Task to complete —
Show only those lines of the entries where the string "grid" is found.

(Collected data entries)

= Beginning of Section =

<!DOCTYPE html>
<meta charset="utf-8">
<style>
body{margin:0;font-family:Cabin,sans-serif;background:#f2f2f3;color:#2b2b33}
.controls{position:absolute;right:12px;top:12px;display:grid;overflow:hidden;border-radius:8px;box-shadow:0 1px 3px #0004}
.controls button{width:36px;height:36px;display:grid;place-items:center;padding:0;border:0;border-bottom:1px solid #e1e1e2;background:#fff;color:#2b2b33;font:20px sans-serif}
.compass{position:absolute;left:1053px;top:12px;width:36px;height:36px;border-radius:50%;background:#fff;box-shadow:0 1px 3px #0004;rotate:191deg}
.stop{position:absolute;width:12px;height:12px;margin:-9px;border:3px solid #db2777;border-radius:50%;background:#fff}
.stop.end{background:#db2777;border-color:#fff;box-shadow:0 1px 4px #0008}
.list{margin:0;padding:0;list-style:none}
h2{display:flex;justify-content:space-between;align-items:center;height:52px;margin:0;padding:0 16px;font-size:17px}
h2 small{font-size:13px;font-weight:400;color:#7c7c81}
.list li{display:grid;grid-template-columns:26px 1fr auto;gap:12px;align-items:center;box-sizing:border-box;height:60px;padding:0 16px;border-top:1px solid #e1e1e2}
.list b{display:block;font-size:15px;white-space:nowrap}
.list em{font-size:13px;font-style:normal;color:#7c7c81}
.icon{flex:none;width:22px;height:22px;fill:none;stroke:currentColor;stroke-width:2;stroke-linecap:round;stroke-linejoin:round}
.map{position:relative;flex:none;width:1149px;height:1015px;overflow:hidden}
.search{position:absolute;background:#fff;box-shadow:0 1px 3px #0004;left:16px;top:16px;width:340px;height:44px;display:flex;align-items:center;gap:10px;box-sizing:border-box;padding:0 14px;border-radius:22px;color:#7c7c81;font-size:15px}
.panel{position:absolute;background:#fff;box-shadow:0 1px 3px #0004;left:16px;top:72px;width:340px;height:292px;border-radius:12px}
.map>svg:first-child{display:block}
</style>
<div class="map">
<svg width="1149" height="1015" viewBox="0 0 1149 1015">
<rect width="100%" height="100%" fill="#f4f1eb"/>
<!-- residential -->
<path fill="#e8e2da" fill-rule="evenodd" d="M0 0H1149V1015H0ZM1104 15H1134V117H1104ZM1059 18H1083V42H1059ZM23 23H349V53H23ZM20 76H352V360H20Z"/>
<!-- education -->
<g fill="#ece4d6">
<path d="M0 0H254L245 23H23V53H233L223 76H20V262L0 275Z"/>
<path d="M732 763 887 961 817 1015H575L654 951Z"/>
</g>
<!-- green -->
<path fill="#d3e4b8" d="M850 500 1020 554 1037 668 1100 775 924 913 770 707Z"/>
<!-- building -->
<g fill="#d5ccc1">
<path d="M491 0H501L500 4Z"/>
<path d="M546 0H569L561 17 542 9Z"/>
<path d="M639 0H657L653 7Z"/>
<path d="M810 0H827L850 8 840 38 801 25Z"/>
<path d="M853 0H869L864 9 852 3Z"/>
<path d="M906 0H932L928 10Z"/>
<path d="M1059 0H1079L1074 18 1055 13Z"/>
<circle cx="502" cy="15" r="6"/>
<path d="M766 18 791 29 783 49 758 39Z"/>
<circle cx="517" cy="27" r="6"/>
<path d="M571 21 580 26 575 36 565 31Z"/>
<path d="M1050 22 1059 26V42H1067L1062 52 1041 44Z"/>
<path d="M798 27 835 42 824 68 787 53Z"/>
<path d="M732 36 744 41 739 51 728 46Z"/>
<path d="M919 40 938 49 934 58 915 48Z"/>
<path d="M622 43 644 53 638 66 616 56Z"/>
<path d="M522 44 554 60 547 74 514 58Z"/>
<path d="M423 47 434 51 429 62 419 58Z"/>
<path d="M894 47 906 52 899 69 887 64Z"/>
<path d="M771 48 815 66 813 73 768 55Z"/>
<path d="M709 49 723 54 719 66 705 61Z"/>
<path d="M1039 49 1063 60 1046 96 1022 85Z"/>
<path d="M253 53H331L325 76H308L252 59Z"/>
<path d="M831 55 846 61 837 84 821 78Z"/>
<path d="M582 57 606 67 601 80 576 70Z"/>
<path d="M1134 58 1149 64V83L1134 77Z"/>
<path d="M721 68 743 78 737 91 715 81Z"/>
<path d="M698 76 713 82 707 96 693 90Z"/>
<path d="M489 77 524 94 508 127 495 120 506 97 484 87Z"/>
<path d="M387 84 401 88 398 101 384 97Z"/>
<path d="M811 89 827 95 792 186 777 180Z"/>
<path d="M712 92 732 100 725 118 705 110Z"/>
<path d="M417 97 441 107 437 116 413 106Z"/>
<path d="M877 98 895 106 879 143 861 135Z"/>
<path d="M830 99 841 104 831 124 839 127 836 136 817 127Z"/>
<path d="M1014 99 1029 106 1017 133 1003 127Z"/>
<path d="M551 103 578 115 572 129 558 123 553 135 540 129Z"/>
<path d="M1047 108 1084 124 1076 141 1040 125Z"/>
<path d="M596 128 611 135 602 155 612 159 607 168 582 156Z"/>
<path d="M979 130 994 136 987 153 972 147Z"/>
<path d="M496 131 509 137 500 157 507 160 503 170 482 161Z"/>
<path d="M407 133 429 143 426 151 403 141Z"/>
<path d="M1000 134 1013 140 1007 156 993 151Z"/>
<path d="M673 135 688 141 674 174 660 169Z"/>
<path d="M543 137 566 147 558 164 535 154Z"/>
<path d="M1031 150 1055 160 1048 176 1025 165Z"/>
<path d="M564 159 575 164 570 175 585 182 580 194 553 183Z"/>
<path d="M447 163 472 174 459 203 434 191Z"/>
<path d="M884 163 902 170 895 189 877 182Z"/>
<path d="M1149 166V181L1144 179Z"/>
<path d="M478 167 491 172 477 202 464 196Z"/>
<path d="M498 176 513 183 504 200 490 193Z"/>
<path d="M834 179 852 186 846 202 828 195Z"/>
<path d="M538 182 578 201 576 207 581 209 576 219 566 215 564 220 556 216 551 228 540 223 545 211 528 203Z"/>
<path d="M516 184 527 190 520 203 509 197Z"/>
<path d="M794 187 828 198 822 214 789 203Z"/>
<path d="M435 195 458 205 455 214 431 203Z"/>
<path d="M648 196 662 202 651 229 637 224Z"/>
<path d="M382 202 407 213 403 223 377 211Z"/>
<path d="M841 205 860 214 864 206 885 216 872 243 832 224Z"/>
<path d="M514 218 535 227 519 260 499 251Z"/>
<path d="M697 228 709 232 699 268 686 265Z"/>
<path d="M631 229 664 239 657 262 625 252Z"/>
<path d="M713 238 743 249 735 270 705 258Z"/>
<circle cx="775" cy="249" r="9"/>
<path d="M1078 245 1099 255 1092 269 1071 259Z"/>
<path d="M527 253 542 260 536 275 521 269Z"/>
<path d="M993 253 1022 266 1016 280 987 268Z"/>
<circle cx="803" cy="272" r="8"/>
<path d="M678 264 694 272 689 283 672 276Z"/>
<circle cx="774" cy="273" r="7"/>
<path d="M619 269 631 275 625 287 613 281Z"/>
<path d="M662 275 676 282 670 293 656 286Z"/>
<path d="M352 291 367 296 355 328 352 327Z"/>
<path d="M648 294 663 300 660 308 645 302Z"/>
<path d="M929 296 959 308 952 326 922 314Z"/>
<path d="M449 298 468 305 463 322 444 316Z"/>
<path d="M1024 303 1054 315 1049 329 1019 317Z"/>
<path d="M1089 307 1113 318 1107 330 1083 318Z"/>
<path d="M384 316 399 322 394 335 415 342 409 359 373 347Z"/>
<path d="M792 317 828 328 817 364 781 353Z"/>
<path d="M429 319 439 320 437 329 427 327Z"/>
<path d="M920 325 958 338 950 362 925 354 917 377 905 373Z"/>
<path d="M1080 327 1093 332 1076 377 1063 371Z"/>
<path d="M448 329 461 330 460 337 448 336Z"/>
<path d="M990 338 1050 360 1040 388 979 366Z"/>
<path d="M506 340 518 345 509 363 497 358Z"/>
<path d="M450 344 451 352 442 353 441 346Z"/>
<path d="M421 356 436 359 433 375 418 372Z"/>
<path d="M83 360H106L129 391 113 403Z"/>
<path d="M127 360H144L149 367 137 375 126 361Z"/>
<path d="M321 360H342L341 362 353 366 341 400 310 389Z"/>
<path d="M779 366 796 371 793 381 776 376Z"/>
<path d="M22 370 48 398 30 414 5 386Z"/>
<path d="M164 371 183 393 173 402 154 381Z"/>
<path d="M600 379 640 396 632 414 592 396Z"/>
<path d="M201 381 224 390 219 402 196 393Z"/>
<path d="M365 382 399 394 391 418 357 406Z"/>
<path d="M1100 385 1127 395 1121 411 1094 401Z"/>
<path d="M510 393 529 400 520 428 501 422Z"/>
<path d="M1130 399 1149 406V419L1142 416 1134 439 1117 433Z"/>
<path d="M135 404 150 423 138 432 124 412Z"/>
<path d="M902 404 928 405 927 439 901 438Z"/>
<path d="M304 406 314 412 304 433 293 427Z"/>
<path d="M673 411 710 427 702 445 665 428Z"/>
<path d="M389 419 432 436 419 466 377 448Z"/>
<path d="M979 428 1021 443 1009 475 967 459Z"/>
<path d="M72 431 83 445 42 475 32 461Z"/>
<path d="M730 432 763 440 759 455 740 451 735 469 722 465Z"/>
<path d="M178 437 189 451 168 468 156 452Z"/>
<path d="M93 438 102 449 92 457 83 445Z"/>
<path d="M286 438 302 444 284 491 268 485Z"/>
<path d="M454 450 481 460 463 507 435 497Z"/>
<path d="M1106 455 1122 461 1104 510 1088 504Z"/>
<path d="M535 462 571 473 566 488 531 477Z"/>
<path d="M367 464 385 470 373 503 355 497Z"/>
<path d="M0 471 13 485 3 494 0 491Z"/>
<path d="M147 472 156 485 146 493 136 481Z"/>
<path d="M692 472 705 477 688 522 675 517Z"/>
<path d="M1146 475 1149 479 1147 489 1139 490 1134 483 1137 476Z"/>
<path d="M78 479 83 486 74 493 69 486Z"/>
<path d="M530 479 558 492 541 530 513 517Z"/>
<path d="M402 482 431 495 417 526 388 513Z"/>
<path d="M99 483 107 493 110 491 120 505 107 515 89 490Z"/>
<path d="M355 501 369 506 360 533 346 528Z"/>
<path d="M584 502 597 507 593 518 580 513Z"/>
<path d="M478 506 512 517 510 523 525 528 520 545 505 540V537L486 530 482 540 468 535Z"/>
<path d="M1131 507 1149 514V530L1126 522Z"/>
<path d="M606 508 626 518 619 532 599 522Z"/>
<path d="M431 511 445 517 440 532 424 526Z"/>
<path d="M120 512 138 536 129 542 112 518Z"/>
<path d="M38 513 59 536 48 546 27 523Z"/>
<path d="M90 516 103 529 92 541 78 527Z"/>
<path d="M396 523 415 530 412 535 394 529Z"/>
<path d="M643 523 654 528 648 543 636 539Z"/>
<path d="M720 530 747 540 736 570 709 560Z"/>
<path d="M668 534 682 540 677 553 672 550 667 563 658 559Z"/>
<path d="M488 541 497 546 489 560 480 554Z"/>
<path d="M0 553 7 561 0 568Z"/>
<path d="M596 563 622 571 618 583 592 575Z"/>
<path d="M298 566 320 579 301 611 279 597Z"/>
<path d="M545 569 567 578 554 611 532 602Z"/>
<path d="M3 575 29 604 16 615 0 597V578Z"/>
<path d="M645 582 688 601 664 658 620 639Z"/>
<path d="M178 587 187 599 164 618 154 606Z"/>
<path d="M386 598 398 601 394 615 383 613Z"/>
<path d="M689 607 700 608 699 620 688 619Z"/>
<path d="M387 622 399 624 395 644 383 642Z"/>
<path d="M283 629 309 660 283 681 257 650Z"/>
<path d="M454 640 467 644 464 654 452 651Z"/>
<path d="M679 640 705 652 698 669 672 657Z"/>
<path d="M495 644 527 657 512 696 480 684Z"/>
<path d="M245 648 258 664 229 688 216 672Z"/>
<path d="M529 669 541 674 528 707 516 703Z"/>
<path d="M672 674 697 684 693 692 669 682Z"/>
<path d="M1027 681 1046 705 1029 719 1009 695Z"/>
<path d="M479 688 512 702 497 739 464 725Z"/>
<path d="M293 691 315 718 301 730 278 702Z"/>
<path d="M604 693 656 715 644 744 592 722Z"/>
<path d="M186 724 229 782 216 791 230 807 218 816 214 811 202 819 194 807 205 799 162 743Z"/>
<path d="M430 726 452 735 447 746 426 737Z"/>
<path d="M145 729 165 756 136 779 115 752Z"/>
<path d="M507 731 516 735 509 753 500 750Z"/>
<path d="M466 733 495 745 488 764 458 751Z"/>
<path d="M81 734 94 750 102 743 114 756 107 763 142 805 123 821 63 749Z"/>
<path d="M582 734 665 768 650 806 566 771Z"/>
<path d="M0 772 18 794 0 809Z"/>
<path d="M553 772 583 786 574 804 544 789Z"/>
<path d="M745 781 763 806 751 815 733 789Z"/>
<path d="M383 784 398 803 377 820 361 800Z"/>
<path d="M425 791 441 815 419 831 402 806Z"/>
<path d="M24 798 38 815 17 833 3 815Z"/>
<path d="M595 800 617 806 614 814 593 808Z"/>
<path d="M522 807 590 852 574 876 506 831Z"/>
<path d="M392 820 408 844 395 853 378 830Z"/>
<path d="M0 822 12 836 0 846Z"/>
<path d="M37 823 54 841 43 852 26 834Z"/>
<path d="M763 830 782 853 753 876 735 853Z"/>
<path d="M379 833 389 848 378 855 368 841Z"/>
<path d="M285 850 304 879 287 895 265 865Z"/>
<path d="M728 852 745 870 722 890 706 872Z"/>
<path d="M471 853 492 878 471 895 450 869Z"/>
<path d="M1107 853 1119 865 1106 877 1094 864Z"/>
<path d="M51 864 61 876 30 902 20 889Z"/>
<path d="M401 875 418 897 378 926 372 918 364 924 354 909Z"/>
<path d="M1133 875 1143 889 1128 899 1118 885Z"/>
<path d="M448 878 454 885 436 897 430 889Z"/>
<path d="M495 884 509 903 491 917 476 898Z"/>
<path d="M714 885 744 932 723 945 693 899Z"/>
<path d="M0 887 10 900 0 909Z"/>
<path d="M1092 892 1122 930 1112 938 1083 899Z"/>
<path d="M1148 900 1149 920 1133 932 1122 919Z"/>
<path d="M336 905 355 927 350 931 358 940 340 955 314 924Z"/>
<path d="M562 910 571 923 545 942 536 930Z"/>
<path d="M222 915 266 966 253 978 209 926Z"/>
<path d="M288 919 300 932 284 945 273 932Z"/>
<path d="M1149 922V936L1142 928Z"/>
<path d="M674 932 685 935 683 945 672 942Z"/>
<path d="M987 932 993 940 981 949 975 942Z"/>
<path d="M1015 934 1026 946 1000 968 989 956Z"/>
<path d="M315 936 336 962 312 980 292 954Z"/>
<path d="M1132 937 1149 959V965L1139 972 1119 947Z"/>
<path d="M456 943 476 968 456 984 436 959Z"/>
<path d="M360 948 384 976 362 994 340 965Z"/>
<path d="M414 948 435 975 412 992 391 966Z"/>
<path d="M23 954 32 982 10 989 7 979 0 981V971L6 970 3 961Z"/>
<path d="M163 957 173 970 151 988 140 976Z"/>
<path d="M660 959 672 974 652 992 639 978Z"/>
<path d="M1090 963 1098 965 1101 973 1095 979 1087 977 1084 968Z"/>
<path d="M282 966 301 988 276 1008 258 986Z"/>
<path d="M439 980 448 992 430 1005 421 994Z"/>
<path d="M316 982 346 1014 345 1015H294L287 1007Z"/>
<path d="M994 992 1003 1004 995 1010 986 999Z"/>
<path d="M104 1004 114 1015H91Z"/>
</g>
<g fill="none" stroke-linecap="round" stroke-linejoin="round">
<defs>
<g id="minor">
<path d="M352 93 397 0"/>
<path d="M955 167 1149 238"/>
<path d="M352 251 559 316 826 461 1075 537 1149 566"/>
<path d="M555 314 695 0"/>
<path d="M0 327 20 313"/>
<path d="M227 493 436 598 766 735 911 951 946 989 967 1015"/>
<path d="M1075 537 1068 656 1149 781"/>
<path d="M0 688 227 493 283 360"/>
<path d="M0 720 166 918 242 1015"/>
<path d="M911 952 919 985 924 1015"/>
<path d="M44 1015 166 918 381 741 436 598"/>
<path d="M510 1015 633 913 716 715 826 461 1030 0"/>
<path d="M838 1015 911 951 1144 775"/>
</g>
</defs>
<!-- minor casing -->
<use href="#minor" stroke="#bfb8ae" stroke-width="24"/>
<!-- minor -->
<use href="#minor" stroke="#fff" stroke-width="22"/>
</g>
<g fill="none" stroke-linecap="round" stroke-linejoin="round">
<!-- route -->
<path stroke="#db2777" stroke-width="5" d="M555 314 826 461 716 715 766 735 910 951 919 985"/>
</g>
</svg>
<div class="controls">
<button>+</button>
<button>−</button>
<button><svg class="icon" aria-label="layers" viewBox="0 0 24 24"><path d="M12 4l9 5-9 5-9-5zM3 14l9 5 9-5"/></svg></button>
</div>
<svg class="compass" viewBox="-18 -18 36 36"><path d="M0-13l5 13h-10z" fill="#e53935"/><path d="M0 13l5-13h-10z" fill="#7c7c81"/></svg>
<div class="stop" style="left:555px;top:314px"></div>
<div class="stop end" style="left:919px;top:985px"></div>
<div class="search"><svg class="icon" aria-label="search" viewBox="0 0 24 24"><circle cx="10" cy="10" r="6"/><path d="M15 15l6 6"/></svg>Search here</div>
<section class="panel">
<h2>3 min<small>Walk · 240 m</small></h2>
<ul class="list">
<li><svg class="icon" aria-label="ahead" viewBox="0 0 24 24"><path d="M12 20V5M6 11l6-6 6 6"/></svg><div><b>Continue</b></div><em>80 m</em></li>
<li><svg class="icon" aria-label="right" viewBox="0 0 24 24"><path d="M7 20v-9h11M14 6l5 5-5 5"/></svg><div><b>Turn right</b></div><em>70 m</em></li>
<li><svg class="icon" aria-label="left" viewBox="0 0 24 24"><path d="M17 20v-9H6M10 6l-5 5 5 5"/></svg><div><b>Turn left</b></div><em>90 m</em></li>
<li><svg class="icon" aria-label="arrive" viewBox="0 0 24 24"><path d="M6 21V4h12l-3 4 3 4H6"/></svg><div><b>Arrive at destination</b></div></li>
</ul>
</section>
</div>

= End of Section =

Solution to the exercise —
.controls{position:absolute;right:12px;top:12px;display:grid;overflow:hidden;border-radius:8px;box-shadow:0 1px 3px #0004}
.controls button{width:36px;height:36px;display:grid;place-items:center;padding:0;border:0;border-bottom:1px solid #e1e1e2;background:#fff;color:#2b2b33;font:20px sans-serif}
.list li{display:grid;grid-template-columns:26px 1fr auto;gap:12px;align-items:center;box-sizing:border-box;height:60px;padding:0 16px;border-top:1px solid #e1e1e2}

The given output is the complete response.